Implementation and Concepts: Language and Language Frontends

Even though we are aiming for a language-independent representation of source code, we still need to parse source code depending on the original programming language used. Therefore, we are introduce two concepts that help developers and users to understand how the CPG translates language-specific code into an abstract form.

Language

The first concept is a Language. It represents the programming language as a general concept and contains meta-information about it. This includes:

  • The name of the language, e.g. C++
  • The delimiter used to separate namespaces, e.g., ::
  • The LanguageFrontend used to parse it
  • Additional LanguageTrait implementations

Each Node has a language property that specifies its language.

LanguageTrait

A language trait aims to further categorize a programming language based on conceptual paradigms. This can be easily extended by introducing new interfaces based on LanguageTrait. Examples include:

  • Are default arguments supported?
  • Does the language have structs or classes?
  • Are function pointers supported?
  • Are templates or generics used in the language?
  • Do we need some special knowledge to resolve symbols, calls, variables?

These traits are used during the pass execution phase to fine-tune things like call resolution or type hierarchies.

LanguageFrontend

In contrast to the Language concept, which represents the generic concept of a programming language, a LanguageFrontend is a specific module in the CPG library that does the actual translating of a programming language's source code into our CPG representation.
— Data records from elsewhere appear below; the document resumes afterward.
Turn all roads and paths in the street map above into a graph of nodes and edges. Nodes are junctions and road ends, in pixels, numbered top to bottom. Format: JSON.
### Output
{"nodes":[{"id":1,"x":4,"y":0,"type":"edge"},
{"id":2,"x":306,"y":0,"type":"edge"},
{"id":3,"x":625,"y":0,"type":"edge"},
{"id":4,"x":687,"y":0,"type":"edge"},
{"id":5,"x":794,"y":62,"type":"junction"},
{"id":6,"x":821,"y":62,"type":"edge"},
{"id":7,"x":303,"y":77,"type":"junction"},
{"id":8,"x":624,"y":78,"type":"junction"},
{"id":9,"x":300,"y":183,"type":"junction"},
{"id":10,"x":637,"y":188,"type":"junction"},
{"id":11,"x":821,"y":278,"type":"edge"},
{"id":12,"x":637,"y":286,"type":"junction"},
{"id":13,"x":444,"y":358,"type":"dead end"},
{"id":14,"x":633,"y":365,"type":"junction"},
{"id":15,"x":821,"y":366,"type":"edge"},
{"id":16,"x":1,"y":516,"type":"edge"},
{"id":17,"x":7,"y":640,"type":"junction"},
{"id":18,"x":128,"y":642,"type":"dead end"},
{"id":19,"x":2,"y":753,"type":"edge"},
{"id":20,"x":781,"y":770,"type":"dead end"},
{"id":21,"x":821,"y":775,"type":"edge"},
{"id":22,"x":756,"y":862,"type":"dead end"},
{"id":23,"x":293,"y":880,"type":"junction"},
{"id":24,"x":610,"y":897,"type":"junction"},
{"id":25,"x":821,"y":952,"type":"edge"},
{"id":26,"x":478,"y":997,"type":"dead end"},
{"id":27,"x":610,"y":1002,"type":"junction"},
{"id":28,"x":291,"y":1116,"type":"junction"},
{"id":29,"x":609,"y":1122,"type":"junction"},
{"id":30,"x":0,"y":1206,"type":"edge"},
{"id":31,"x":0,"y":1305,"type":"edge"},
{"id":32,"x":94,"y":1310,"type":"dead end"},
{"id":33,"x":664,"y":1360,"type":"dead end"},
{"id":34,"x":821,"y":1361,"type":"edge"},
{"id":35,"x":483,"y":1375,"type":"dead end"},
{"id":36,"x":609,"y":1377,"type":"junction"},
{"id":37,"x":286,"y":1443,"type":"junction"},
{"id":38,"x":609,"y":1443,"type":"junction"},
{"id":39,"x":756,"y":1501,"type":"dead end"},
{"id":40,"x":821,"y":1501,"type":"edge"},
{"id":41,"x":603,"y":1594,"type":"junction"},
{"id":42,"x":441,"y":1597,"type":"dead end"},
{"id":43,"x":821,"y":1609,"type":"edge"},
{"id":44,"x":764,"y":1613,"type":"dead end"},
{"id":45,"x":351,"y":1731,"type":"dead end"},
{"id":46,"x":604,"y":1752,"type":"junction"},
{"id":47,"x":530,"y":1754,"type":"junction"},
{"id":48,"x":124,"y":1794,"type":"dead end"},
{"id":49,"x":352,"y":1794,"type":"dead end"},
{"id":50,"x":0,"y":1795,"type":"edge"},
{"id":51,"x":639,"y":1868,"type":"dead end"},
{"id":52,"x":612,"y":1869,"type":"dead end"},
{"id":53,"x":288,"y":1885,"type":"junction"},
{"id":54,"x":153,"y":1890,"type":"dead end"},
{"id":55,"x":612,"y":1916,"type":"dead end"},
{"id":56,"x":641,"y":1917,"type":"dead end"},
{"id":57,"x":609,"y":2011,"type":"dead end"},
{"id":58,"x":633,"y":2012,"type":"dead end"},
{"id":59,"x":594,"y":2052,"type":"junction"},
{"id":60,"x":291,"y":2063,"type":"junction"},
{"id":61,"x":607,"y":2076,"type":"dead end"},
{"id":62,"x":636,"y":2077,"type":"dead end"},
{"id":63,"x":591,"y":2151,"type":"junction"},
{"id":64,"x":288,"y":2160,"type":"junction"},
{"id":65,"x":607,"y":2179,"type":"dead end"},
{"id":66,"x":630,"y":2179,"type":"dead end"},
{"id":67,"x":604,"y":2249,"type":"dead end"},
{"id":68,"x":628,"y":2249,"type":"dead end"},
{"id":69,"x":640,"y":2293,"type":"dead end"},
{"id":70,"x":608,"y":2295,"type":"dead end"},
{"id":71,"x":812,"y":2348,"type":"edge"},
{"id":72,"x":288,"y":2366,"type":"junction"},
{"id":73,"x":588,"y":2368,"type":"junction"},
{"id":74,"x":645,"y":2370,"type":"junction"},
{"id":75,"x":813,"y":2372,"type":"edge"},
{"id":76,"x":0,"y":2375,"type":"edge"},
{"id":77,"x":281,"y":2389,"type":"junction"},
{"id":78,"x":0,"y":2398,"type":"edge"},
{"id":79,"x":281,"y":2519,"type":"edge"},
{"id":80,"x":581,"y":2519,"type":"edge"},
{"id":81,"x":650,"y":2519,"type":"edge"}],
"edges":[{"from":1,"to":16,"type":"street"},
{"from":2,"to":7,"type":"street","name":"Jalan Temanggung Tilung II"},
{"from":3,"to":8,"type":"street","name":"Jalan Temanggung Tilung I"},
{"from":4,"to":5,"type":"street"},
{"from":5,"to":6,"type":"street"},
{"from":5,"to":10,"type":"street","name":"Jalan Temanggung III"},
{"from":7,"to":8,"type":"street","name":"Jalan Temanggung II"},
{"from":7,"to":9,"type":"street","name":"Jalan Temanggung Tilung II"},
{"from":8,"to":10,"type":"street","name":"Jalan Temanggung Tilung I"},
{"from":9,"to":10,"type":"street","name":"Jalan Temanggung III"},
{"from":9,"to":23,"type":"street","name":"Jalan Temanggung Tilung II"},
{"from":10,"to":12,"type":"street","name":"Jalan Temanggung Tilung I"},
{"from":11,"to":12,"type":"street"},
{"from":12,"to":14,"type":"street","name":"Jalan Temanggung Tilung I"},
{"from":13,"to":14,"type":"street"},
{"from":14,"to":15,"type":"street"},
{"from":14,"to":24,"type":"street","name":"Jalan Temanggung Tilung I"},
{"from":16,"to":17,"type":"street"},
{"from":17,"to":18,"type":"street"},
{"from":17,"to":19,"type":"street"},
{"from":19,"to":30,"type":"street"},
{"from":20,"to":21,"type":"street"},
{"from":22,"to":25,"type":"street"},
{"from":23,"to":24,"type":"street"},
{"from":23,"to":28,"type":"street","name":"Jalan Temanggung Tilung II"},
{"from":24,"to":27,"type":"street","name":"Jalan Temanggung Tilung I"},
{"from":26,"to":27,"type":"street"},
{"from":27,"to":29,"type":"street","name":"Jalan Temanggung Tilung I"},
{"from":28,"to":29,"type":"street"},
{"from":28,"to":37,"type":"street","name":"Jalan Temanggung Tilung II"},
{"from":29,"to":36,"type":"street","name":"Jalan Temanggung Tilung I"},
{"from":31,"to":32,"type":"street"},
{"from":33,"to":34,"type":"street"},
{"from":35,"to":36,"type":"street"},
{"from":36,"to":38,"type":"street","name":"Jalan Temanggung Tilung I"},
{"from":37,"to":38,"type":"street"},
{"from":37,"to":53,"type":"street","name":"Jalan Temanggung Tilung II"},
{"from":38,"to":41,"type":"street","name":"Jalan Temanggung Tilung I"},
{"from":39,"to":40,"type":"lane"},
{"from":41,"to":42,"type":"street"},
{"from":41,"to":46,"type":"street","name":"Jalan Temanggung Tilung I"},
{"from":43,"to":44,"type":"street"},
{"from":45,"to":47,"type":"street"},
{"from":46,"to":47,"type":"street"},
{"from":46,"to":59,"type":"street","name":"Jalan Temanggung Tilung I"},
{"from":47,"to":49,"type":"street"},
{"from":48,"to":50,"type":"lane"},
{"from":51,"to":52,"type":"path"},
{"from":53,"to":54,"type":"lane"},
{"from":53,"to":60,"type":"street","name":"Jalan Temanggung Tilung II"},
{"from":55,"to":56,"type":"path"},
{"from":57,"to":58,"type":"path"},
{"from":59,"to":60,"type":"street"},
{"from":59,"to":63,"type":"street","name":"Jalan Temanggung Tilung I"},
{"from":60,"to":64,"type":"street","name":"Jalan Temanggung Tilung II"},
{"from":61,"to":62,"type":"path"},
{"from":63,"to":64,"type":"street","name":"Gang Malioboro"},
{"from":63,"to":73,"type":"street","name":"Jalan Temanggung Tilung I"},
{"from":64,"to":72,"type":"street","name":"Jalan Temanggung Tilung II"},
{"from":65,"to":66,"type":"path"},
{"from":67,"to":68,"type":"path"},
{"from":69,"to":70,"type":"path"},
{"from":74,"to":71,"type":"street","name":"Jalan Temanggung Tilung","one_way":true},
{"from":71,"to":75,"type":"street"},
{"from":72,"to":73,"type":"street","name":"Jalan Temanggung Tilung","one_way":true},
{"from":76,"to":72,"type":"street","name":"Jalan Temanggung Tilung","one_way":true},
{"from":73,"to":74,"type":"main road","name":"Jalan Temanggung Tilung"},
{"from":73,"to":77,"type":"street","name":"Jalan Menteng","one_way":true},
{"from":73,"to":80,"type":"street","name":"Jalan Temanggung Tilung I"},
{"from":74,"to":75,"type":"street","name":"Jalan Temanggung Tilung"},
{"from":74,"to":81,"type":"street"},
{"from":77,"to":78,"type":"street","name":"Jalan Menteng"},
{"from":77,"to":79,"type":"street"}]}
At minimum a language frontend needs to parse the languages' code and translate it to specific CPG nodes. It will probably use some library to retrieve the abstract syntax tree (AST). The frontend will set the nodes' AST edges and establish proper scopes via the scope manager. Everything else, such as call or symbol resolving is optional and will be done by later passes. However, if a language frontend is confident in setting edges, such as REFERS_TO, it is allowed to and this is respected by later passes. However, one must be extremely careful in doing so.

The frontend has a limited life-cycle and only exists during the translation phase. Later, during the execution of passes, the language frontend will not exist anymore. Language-specific customization of passes are done using LanguageTraits.

To create nodes, a language frontend MUST use the node builder functions in the ExpressionBuilder, DeclarationBuilder or StatementBuilder. These are Kotlin extension functions that automatically inject the context, such as language, scope or code location of a language frontend or its handler into the created nodes.

Supporting a new language

To support a new language, all you have to do is to

  • Provide a new Language. Here, you have to think about the features of the programming language and which LanguageTraits the respective language has to implement. With this, you provide the respective fine-tuning to make the Passes work properly.
  • Implement a new LanguageFrontend which is executed if a file matches the new Language. The requirements of the frontends are described above.

To make use of the respective frontend by the CPG, you have to configure the translation accordingly. This is done by the TranslationConfiguration where you register your new language by calling one of the registerLanguage() methods. As an example

val config: TranslationConfiguration = TranslationConfiguration
    .builder()
    // More configuration
    .registerLanguage(MyNewLanguage()) // Option 1
    .registerLanguage<MyOtherNewLanguage>() // Option 2
    .registerLanguage("MyThirdNewLanguage") // Option 3
    .build()